Stored data
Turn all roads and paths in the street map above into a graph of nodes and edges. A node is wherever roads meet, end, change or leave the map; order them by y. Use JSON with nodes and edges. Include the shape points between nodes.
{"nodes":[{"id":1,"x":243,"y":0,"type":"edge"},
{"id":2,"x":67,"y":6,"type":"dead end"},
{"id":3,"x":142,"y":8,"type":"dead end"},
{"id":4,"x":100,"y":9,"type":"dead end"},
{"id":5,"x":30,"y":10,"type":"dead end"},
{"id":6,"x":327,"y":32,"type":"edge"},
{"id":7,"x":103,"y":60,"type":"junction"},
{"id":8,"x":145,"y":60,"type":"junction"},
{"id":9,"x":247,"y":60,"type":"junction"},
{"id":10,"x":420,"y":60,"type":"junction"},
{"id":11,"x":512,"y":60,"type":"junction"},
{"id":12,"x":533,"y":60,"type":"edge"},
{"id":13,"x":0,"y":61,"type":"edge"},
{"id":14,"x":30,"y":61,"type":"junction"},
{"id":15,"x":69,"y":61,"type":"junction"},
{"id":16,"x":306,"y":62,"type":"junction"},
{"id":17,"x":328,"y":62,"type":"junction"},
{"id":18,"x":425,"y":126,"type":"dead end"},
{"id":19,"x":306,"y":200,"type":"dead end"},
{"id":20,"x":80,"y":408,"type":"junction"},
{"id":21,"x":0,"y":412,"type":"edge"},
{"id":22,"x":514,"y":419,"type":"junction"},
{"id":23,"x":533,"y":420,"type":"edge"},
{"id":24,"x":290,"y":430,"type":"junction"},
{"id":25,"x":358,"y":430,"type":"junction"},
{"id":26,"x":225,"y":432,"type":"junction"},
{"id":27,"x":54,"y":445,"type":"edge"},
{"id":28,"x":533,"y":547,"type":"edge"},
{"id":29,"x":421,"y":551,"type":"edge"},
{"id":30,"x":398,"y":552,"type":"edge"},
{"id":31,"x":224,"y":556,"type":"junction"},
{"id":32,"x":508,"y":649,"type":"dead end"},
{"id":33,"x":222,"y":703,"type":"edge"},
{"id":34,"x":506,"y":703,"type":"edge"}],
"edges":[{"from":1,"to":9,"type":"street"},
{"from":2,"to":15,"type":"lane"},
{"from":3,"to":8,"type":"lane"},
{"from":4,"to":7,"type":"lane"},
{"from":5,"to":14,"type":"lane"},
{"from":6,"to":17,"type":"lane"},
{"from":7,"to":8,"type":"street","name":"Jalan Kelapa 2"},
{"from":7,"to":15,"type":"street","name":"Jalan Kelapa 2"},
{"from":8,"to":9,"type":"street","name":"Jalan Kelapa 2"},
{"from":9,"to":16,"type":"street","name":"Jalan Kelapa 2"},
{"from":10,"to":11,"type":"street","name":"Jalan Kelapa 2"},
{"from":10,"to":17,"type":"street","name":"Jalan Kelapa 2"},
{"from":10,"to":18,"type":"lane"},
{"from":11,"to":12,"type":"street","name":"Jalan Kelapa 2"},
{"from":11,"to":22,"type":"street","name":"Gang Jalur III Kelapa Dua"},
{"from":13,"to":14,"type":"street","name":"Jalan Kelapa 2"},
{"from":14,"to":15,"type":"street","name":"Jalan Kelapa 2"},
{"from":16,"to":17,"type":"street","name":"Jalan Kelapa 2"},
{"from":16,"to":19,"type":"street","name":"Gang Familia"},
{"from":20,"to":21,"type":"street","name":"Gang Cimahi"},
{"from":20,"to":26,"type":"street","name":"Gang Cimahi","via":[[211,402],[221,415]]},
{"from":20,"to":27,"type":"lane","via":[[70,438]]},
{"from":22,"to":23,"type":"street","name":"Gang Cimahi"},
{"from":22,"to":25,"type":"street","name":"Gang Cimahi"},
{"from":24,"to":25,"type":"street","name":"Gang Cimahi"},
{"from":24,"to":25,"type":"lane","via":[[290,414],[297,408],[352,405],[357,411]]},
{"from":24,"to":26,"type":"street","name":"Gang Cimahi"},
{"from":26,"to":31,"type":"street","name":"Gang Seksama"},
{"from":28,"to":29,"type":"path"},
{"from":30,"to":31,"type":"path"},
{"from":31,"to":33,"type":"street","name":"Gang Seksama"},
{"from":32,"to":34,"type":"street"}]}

◆ **Task to carry out**
Output each entry once again, exactly as shown above.

◆ **The completed task**
Turn all roads and paths in the street map above into a graph of nodes and edges. A node is wherever roads meet, end, change or leave the map; order them by y. Use JSON with nodes and edges. Include the shape points between nodes.
{"nodes":[{"id":1,"x":243,"y":0,"type":"edge"},
{"id":2,"x":67,"y":6,"type":"dead end"},
{"id":3,"x":142,"y":8,"type":"dead end"},
{"id":4,"x":100,"y":9,"type":"dead end"},
{"id":5,"x":30,"y":10,"type":"dead end"},
{"id":6,"x":327,"y":32,"type":"edge"},
{"id":7,"x":103,"y":60,"type":"junction"},
{"id":8,"x":145,"y":60,"type":"junction"},
{"id":9,"x":247,"y":60,"type":"junction"},
{"id":10,"x":420,"y":60,"type":"junction"},
{"id":11,"x":512,"y":60,"type":"junction"},
{"id":12,"x":533,"y":60,"type":"edge"},
{"id":13,"x":0,"y":61,"type":"edge"},
{"id":14,"x":30,"y":61,"type":"junction"},
{"id":15,"x":69,"y":61,"type":"junction"},
{"id":16,"x":306,"y":62,"type":"junction"},
{"id":17,"x":328,"y":62,"type":"junction"},
{"id":18,"x":425,"y":126,"type":"dead end"},
{"id":19,"x":306,"y":200,"type":"dead end"},
{"id":20,"x":80,"y":408,"type":"junction"},
{"id":21,"x":0,"y":412,"type":"edge"},
{"id":22,"x":514,"y":419,"type":"junction"},
{"id":23,"x":533,"y":420,"type":"edge"},
{"id":24,"x":290,"y":430,"type":"junction"},
{"id":25,"x":358,"y":430,"type":"junction"},
{"id":26,"x":225,"y":432,"type":"junction"},
{"id":27,"x":54,"y":445,"type":"edge"},
{"id":28,"x":533,"y":547,"type":"edge"},
{"id":29,"x":421,"y":551,"type":"edge"},
{"id":30,"x":398,"y":552,"type":"edge"},
{"id":31,"x":224,"y":556,"type":"junction"},
{"id":32,"x":508,"y":649,"type":"dead end"},
{"id":33,"x":222,"y":703,"type":"edge"},
{"id":34,"x":506,"y":703,"type":"edge"}],
"edges":[{"from":1,"to":9,"type":"street"},
{"from":2,"to":15,"type":"lane"},
{"from":3,"to":8,"type":"lane"},
{"from":4,"to":7,"type":"lane"},
{"from":5,"to":14,"type":"lane"},
{"from":6,"to":17,"type":"lane"},
{"from":7,"to":8,"type":"street","name":"Jalan Kelapa 2"},
{"from":7,"to":15,"type":"street","name":"Jalan Kelapa 2"},
{"from":8,"to":9,"type":"street","name":"Jalan Kelapa 2"},
{"from":9,"to":16,"type":"street","name":"Jalan Kelapa 2"},
{"from":10,"to":11,"type":"street","name":"Jalan Kelapa 2"},
{"from":10,"to":17,"type":"street","name":"Jalan Kelapa 2"},
{"from":10,"to":18,"type":"lane"},
{"from":11,"to":12,"type":"street","name":"Jalan Kelapa 2"},
{"from":11,"to":22,"type":"street","name":"Gang Jalur III Kelapa Dua"},
{"from":13,"to":14,"type":"street","name":"Jalan Kelapa 2"},
{"from":14,"to":15,"type":"street","name":"Jalan Kelapa 2"},
{"from":16,"to":17,"type":"street","name":"Jalan Kelapa 2"},
{"from":16,"to":19,"type":"street","name":"Gang Familia"},
{"from":20,"to":21,"type":"street","name":"Gang Cimahi"},
{"from":20,"to":26,"type":"street","name":"Gang Cimahi","via":[[211,402],[221,415]]},
{"from":20,"to":27,"type":"lane","via":[[70,438]]},
{"from":22,"to":23,"type":"street","name":"Gang Cimahi"},
{"from":22,"to":25,"type":"street","name":"Gang Cimahi"},
{"from":24,"to":25,"type":"street","name":"Gang Cimahi"},
{"from":24,"to":25,"type":"lane","via":[[290,414],[297,408],[352,405],[357,411]]},
{"from":24,"to":26,"type":"street","name":"Gang Cimahi"},
{"from":26,"to":31,"type":"street","name":"Gang Seksama"},
{"from":28,"to":29,"type":"path"},
{"from":30,"to":31,"type":"path"},
{"from":31,"to":33,"type":"street","name":"Gang Seksama"},
{"from":32,"to":34,"type":"street"}]}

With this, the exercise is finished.